* [Activity]: The required answer is the data below, restated word for word with images omitted.

* [Dataset content]:
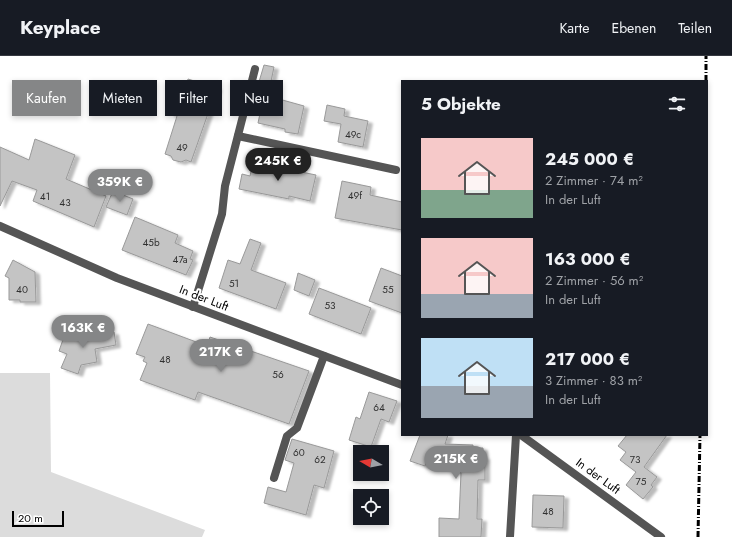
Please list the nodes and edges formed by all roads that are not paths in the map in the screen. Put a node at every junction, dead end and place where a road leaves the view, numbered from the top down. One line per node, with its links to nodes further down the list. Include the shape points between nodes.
1 (255, 69): 2 (street)
2 (238, 136): 3 (street); 5 (street, via 225,186 222,214)
3 (396, 170)
4 (0, 226): 5 (street, In der Luft, via 117,278)
5 (193, 307): 6 (street, In der Luft)
6 (324, 356): 7 (street, In der Luft); 10 (street, via 298,428 287,436)
7 (401, 385)
8 (516, 436): 11 (street)
9 (522, 436): 12 (street, In der Luft)
10 (274, 478)
11 (510, 537)
12 (661, 537)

* [Written response]:
Please list the nodes and edges formed by all roads that are not paths in the map in the screen. Put a node at every junction, dead end and place where a road leaves the view, numbered from the top down. One line per node, with its links to nodes further down the list. Include the shape points between nodes.
1 (255, 69): 2 (street)
2 (238, 136): 3 (street); 5 (street, via 225,186 222,214)
3 (396, 170)
4 (0, 226): 5 (street, In der Luft, via 117,278)
5 (193, 307): 6 (street, In der Luft)
6 (324, 356): 7 (street, In der Luft); 10 (street, via 298,428 287,436)
7 (401, 385)
8 (516, 436): 11 (street)
9 (522, 436): 12 (street, In der Luft)
10 (274, 478)
11 (510, 537)
12 (661, 537)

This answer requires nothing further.